*** Block opens ***
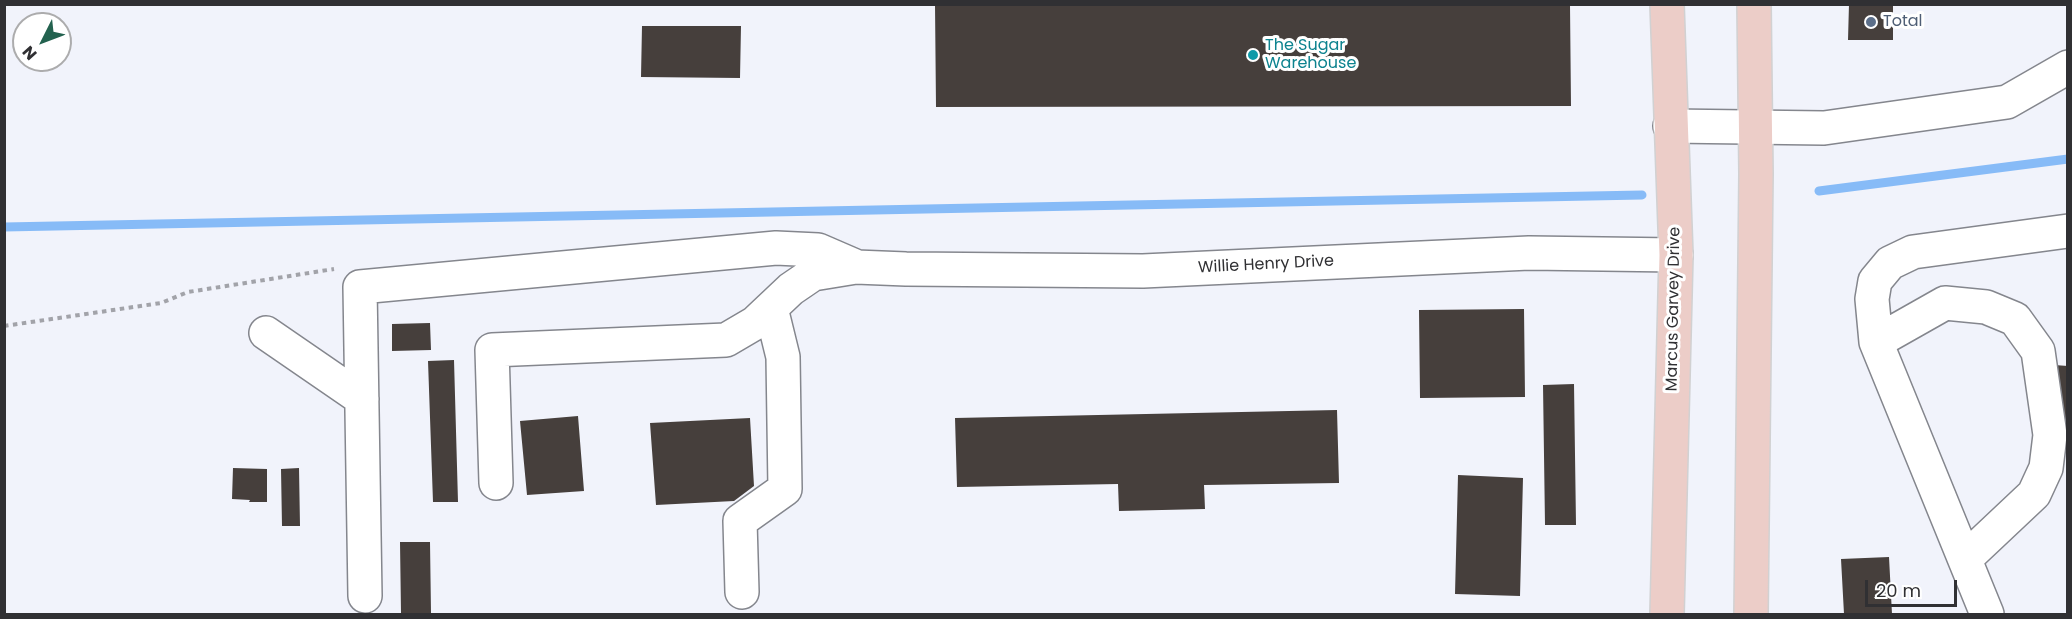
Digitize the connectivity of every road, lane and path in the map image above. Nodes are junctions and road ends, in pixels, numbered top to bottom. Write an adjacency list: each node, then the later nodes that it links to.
1 (1667, 4): 4 (highway, Marcus Garvey Drive)
2 (1754, 4): 5 (highway)
3 (2067, 67): 5 (street)
4 (1670, 126): 5 (street); 7 (highway, Marcus Garvey Drive)
5 (1755, 126): 18 (highway)
6 (2067, 231): 11 (street)
7 (1676, 255): 8 (street, Willie Henry Drive); 17 (highway, Marcus Garvey Drive)
8 (856, 267): 9 (street); 12 (street)
9 (771, 308): 13 (street); 15 (street)
10 (266, 333): 12 (street)
11 (1876, 342): 14 (street); 14 (street)
12 (362, 399): 16 (street)
13 (496, 483)
14 (1965, 559): 19 (street)
15 (742, 592)
16 (365, 596)
17 (1667, 615)
18 (1751, 615)
19 (1987, 615)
*** Block closes ***
▸ **Exercise aim**:
All the records need to be repeated exactly, with the images dropped.

▸ **Task result**:
Digitize the connectivity of every road, lane and path in the map image above. Nodes are junctions and road ends, in pixels, numbered top to bottom. Write an adjacency list: each node, then the later nodes that it links to.
1 (1667, 4): 4 (highway, Marcus Garvey Drive)
2 (1754, 4): 5 (highway)
3 (2067, 67): 5 (street)
4 (1670, 126): 5 (street); 7 (highway, Marcus Garvey Drive)
5 (1755, 126): 18 (highway)
6 (2067, 231): 11 (street)
7 (1676, 255): 8 (street, Willie Henry Drive); 17 (highway, Marcus Garvey Drive)
8 (856, 267): 9 (street); 12 (street)
9 (771, 308): 13 (street); 15 (street)
10 (266, 333): 12 (street)
11 (1876, 342): 14 (street); 14 (street)
12 (362, 399): 16 (street)
13 (496, 483)
14 (1965, 559): 19 (street)
15 (742, 592)
16 (365, 596)
17 (1667, 615)
18 (1751, 615)
19 (1987, 615)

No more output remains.